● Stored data
=== Section Start ===
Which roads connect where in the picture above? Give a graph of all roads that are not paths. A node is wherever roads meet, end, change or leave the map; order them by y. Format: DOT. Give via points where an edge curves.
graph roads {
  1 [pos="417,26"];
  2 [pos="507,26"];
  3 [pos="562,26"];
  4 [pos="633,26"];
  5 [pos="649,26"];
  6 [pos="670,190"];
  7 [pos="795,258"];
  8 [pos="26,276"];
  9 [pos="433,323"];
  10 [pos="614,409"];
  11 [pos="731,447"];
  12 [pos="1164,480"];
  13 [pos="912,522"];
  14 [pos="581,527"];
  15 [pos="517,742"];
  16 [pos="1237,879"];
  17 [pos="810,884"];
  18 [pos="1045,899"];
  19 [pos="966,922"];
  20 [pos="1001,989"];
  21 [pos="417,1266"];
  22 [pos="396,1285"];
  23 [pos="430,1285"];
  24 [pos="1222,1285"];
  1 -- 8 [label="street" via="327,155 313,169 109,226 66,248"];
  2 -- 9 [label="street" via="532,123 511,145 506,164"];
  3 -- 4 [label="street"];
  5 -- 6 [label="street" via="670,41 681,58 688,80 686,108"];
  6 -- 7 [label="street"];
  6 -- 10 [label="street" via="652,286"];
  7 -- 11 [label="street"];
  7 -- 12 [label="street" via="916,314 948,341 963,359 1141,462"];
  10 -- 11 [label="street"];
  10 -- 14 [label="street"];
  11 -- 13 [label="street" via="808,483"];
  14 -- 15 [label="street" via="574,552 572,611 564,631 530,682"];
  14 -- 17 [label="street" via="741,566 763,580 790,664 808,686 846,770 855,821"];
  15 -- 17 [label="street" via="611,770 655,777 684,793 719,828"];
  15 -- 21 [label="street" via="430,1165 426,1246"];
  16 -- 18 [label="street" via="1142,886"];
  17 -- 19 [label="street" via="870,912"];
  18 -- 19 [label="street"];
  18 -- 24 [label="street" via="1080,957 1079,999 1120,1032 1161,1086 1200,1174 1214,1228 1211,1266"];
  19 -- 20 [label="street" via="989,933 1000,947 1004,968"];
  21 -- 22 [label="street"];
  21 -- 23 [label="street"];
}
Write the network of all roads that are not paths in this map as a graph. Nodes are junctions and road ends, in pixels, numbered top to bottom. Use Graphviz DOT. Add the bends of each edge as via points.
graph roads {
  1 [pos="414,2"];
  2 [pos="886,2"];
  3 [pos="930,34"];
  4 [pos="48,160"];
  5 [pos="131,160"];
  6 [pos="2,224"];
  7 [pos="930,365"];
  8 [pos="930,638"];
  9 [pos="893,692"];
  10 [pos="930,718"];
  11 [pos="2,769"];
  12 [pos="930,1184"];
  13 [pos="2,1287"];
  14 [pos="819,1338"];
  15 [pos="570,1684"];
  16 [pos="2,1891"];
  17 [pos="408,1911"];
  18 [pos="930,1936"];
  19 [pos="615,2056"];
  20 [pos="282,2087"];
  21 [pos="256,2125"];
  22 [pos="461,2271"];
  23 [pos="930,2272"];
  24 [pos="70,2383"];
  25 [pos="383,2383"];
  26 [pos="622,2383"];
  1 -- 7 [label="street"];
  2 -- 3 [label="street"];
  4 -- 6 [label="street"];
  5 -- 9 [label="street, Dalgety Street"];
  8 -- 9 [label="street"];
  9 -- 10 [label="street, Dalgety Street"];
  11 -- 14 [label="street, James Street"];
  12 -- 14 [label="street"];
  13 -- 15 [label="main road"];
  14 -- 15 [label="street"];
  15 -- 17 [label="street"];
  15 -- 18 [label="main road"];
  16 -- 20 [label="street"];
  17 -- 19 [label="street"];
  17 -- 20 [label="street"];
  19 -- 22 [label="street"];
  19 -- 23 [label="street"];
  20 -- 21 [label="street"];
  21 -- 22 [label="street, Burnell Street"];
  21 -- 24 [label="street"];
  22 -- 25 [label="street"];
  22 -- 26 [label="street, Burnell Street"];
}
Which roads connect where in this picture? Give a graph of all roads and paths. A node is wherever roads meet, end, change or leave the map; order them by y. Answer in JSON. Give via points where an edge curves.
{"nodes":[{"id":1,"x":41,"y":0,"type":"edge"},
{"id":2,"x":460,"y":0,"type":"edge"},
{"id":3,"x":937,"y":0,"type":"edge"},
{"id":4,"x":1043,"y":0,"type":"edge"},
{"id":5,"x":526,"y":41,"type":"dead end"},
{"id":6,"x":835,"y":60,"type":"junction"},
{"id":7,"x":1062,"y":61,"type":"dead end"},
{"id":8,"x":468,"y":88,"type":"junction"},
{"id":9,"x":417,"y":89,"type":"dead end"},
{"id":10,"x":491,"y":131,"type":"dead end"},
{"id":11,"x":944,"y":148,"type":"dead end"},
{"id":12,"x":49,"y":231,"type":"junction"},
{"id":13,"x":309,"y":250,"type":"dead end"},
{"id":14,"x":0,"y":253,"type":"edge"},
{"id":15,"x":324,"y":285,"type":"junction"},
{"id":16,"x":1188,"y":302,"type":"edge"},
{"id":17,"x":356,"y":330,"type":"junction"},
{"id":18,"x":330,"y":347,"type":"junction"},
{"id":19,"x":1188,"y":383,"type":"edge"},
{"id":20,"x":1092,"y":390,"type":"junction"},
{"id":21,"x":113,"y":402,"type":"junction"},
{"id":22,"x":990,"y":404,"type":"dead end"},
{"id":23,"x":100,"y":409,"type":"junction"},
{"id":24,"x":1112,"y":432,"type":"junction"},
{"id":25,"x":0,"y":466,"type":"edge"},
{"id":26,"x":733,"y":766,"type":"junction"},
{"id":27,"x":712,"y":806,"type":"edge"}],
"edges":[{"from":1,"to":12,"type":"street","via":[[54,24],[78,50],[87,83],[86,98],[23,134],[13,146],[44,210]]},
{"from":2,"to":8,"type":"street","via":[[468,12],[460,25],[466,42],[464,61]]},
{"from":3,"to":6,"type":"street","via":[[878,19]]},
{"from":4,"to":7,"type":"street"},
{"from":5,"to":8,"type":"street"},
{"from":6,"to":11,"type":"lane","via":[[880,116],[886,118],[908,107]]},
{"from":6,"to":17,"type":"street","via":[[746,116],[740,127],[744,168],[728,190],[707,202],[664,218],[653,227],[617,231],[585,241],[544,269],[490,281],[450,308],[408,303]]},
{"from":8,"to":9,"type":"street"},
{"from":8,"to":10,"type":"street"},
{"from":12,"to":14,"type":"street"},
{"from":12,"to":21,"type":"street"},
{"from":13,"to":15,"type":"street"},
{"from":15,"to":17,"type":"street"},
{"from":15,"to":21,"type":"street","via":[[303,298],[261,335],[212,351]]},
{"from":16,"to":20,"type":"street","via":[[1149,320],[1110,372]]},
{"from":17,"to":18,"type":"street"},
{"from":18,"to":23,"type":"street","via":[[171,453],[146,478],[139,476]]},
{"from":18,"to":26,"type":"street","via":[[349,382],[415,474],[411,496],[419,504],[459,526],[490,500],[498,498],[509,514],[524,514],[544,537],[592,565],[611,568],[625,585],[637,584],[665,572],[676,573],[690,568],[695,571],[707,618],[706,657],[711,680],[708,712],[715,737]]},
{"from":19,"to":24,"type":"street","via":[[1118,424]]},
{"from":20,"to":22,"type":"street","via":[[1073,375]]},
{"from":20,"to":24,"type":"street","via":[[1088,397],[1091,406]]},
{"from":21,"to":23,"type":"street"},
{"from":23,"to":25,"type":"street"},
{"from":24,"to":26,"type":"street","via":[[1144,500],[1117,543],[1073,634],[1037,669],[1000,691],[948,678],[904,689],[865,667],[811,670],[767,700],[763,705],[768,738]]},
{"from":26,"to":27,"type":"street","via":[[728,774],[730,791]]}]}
=== Section End ===
● Exercise
Please give all the entries above again, exactly as they stand.

● Finished exercise
Which roads connect where in the picture above? Give a graph of all roads that are not paths. A node is wherever roads meet, end, change or leave the map; order them by y. Format: DOT. Give via points where an edge curves.
graph roads {
  1 [pos="417,26"];
  2 [pos="507,26"];
  3 [pos="562,26"];
  4 [pos="633,26"];
  5 [pos="649,26"];
  6 [pos="670,190"];
  7 [pos="795,258"];
  8 [pos="26,276"];
  9 [pos="433,323"];
  10 [pos="614,409"];
  11 [pos="731,447"];
  12 [pos="1164,480"];
  13 [pos="912,522"];
  14 [pos="581,527"];
  15 [pos="517,742"];
  16 [pos="1237,879"];
  17 [pos="810,884"];
  18 [pos="1045,899"];
  19 [pos="966,922"];
  20 [pos="1001,989"];
  21 [pos="417,1266"];
  22 [pos="396,1285"];
  23 [pos="430,1285"];
  24 [pos="1222,1285"];
  1 -- 8 [label="street" via="327,155 313,169 109,226 66,248"];
  2 -- 9 [label="street" via="532,123 511,145 506,164"];
  3 -- 4 [label="street"];
  5 -- 6 [label="street" via="670,41 681,58 688,80 686,108"];
  6 -- 7 [label="street"];
  6 -- 10 [label="street" via="652,286"];
  7 -- 11 [label="street"];
  7 -- 12 [label="street" via="916,314 948,341 963,359 1141,462"];
  10 -- 11 [label="street"];
  10 -- 14 [label="street"];
  11 -- 13 [label="street" via="808,483"];
  14 -- 15 [label="street" via="574,552 572,611 564,631 530,682"];
  14 -- 17 [label="street" via="741,566 763,580 790,664 808,686 846,770 855,821"];
  15 -- 17 [label="street" via="611,770 655,777 684,793 719,828"];
  15 -- 21 [label="street" via="430,1165 426,1246"];
  16 -- 18 [label="street" via="1142,886"];
  17 -- 19 [label="street" via="870,912"];
  18 -- 19 [label="street"];
  18 -- 24 [label="street" via="1080,957 1079,999 1120,1032 1161,1086 1200,1174 1214,1228 1211,1266"];
  19 -- 20 [label="street" via="989,933 1000,947 1004,968"];
  21 -- 22 [label="street"];
  21 -- 23 [label="street"];
}
Write the network of all roads that are not paths in this map as a graph. Nodes are junctions and road ends, in pixels, numbered top to bottom. Use Graphviz DOT. Add the bends of each edge as via points.
graph roads {
  1 [pos="414,2"];
  2 [pos="886,2"];
  3 [pos="930,34"];
  4 [pos="48,160"];
  5 [pos="131,160"];
  6 [pos="2,224"];
  7 [pos="930,365"];
  8 [pos="930,638"];
  9 [pos="893,692"];
  10 [pos="930,718"];
  11 [pos="2,769"];
  12 [pos="930,1184"];
  13 [pos="2,1287"];
  14 [pos="819,1338"];
  15 [pos="570,1684"];
  16 [pos="2,1891"];
  17 [pos="408,1911"];
  18 [pos="930,1936"];
  19 [pos="615,2056"];
  20 [pos="282,2087"];
  21 [pos="256,2125"];
  22 [pos="461,2271"];
  23 [pos="930,2272"];
  24 [pos="70,2383"];
  25 [pos="383,2383"];
  26 [pos="622,2383"];
  1 -- 7 [label="street"];
  2 -- 3 [label="street"];
  4 -- 6 [label="street"];
  5 -- 9 [label="street, Dalgety Street"];
  8 -- 9 [label="street"];
  9 -- 10 [label="street, Dalgety Street"];
  11 -- 14 [label="street, James Street"];
  12 -- 14 [label="street"];
  13 -- 15 [label="main road"];
  14 -- 15 [label="street"];
  15 -- 17 [label="street"];
  15 -- 18 [label="main road"];
  16 -- 20 [label="street"];
  17 -- 19 [label="street"];
  17 -- 20 [label="street"];
  19 -- 22 [label="street"];
  19 -- 23 [label="street"];
  20 -- 21 [label="street"];
  21 -- 22 [label="street, Burnell Street"];
  21 -- 24 [label="street"];
  22 -- 25 [label="street"];
  22 -- 26 [label="street, Burnell Street"];
}
Which roads connect where in this picture? Give a graph of all roads and paths. A node is wherever roads meet, end, change or leave the map; order them by y. Answer in JSON. Give via points where an edge curves.
{"nodes":[{"id":1,"x":41,"y":0,"type":"edge"},
{"id":2,"x":460,"y":0,"type":"edge"},
{"id":3,"x":937,"y":0,"type":"edge"},
{"id":4,"x":1043,"y":0,"type":"edge"},
{"id":5,"x":526,"y":41,"type":"dead end"},
{"id":6,"x":835,"y":60,"type":"junction"},
{"id":7,"x":1062,"y":61,"type":"dead end"},
{"id":8,"x":468,"y":88,"type":"junction"},
{"id":9,"x":417,"y":89,"type":"dead end"},
{"id":10,"x":491,"y":131,"type":"dead end"},
{"id":11,"x":944,"y":148,"type":"dead end"},
{"id":12,"x":49,"y":231,"type":"junction"},
{"id":13,"x":309,"y":250,"type":"dead end"},
{"id":14,"x":0,"y":253,"type":"edge"},
{"id":15,"x":324,"y":285,"type":"junction"},
{"id":16,"x":1188,"y":302,"type":"edge"},
{"id":17,"x":356,"y":330,"type":"junction"},
{"id":18,"x":330,"y":347,"type":"junction"},
{"id":19,"x":1188,"y":383,"type":"edge"},
{"id":20,"x":1092,"y":390,"type":"junction"},
{"id":21,"x":113,"y":402,"type":"junction"},
{"id":22,"x":990,"y":404,"type":"dead end"},
{"id":23,"x":100,"y":409,"type":"junction"},
{"id":24,"x":1112,"y":432,"type":"junction"},
{"id":25,"x":0,"y":466,"type":"edge"},
{"id":26,"x":733,"y":766,"type":"junction"},
{"id":27,"x":712,"y":806,"type":"edge"}],
"edges":[{"from":1,"to":12,"type":"street","via":[[54,24],[78,50],[87,83],[86,98],[23,134],[13,146],[44,210]]},
{"from":2,"to":8,"type":"street","via":[[468,12],[460,25],[466,42],[464,61]]},
{"from":3,"to":6,"type":"street","via":[[878,19]]},
{"from":4,"to":7,"type":"street"},
{"from":5,"to":8,"type":"street"},
{"from":6,"to":11,"type":"lane","via":[[880,116],[886,118],[908,107]]},
{"from":6,"to":17,"type":"street","via":[[746,116],[740,127],[744,168],[728,190],[707,202],[664,218],[653,227],[617,231],[585,241],[544,269],[490,281],[450,308],[408,303]]},
{"from":8,"to":9,"type":"street"},
{"from":8,"to":10,"type":"street"},
{"from":12,"to":14,"type":"street"},
{"from":12,"to":21,"type":"street"},
{"from":13,"to":15,"type":"street"},
{"from":15,"to":17,"type":"street"},
{"from":15,"to":21,"type":"street","via":[[303,298],[261,335],[212,351]]},
{"from":16,"to":20,"type":"street","via":[[1149,320],[1110,372]]},
{"from":17,"to":18,"type":"street"},
{"from":18,"to":23,"type":"street","via":[[171,453],[146,478],[139,476]]},
{"from":18,"to":26,"type":"street","via":[[349,382],[415,474],[411,496],[419,504],[459,526],[490,500],[498,498],[509,514],[524,514],[544,537],[592,565],[611,568],[625,585],[637,584],[665,572],[676,573],[690,568],[695,571],[707,618],[706,657],[711,680],[708,712],[715,737]]},
{"from":19,"to":24,"type":"street","via":[[1118,424]]},
{"from":20,"to":22,"type":"street","via":[[1073,375]]},
{"from":20,"to":24,"type":"street","via":[[1088,397],[1091,406]]},
{"from":21,"to":23,"type":"street"},
{"from":23,"to":25,"type":"street"},
{"from":24,"to":26,"type":"street","via":[[1144,500],[1117,543],[1073,634],[1037,669],[1000,691],[948,678],[904,689],[865,667],[811,670],[767,700],[763,705],[768,738]]},
{"from":26,"to":27,"type":"street","via":[[728,774],[730,791]]}]}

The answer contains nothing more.